Janne,
You and Roc have both done a great job in the history background of the Vikings. A few extra bits here to add some more depth.
I don’t remember who posted the comments about the Damascus steel but a little extra needs adding here. Damascus steel is used to describe what many times is probably more correctly termed pattern welding, or pattern-welded steel. The following gives a good basic explanation of the two terms.
http://www.fact-index.com/p/pa/pattern_welding.html
http://www.octavia.net/anglosaxon/Patternweldedswords.htm
http://www.vikingsword.com/serpent.html
(One thing I’d love to hear about are ways we can simulate this.)
As I understand it, most of the raiding forays only lasted a century or a bit longer: roughly very late 700s to very early 900s. After that, it strikes me more as being more along the lines of ‘military’ operations, with the Danelaw area of Britain being a result. And as you noted, raiding parties were outnumbered by the number of trading parties.
As you commented though, trade was always an important aspect. A good many of the eastern Irish cities either started as, or became, Viking trade centers; e.g., Dublin, Wexford, and Waterford. York was a major site of Viking trade as well. The Coppergate excavations are giving indications of just how wide ranging these traders operated; one dyestuff identified from Coppergate, comes from a lichen native to North America… and this from around 1000AD I believe.
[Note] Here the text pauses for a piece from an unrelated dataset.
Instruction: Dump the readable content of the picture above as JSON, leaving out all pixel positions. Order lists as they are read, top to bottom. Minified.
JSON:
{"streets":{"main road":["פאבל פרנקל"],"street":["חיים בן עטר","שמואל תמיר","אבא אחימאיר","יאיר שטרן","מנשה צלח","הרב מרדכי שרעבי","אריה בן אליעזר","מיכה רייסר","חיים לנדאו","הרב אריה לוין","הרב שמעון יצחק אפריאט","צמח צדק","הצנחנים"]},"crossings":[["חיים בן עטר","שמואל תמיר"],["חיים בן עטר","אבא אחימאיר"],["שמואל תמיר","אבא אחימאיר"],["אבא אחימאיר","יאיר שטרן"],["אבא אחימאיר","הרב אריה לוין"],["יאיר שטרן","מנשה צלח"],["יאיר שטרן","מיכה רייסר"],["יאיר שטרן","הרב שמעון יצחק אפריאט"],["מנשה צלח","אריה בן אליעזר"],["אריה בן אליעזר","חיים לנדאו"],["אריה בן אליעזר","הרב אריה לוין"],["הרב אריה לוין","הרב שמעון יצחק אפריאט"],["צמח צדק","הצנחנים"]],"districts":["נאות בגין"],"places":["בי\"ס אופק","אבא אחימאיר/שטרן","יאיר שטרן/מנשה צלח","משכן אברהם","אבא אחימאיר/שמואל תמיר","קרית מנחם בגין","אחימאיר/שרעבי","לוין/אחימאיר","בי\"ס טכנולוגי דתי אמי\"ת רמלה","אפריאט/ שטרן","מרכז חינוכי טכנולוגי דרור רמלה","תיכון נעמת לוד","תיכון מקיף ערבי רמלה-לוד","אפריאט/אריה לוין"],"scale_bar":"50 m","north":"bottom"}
While the Norwegians and Danes were primarily trading in Western Europe, the Swedes headed East and established trade routes beginning in Kiev and Novgorad and ending in Constantinople. One tribe, the Rus (Swedish?) may well be the basis for the modern name of Russia. Birka (near Stockholm?) was one of the trade cities where ‘east’ and ‘west’ met as a trading hub(?).
In Constantinople we also have the beginnings of what would later be called the Varangian Guard. These were Vikings who fought as mercenaries for the Byzantine Empire. Some of the earliest records refer to these troops as fighting in Italy (935) and Crete (949). Originally, only those men skilled in the ax were accepted, but this requirement slowly ended over time.
Regarding colors and textiles, here’s an excerpt from the following url:
http://www.cs.vassar.edu/~capriest/vikdyes.html
“The chemical evidence of textiles from several different sites seems to point to a preponderance of particular colors appearing in particular areas: reds in the Danelaw, purples in Ireland, and blues and greens in Scandinavia proper (Walton 1988, 18). This seeming preference could of course be explained by any number of variables--availability of dyestuffs, the differing site climates, or the sheer vagaries of archaeological discovery. However, although it is carefully hedged, there is a hypothesis in the scientific world that this might possibly reflect regional color preferences rather than archaeochemical factors. It is pleasant to think that this sort of "Viking heraldry" might have been practiced.”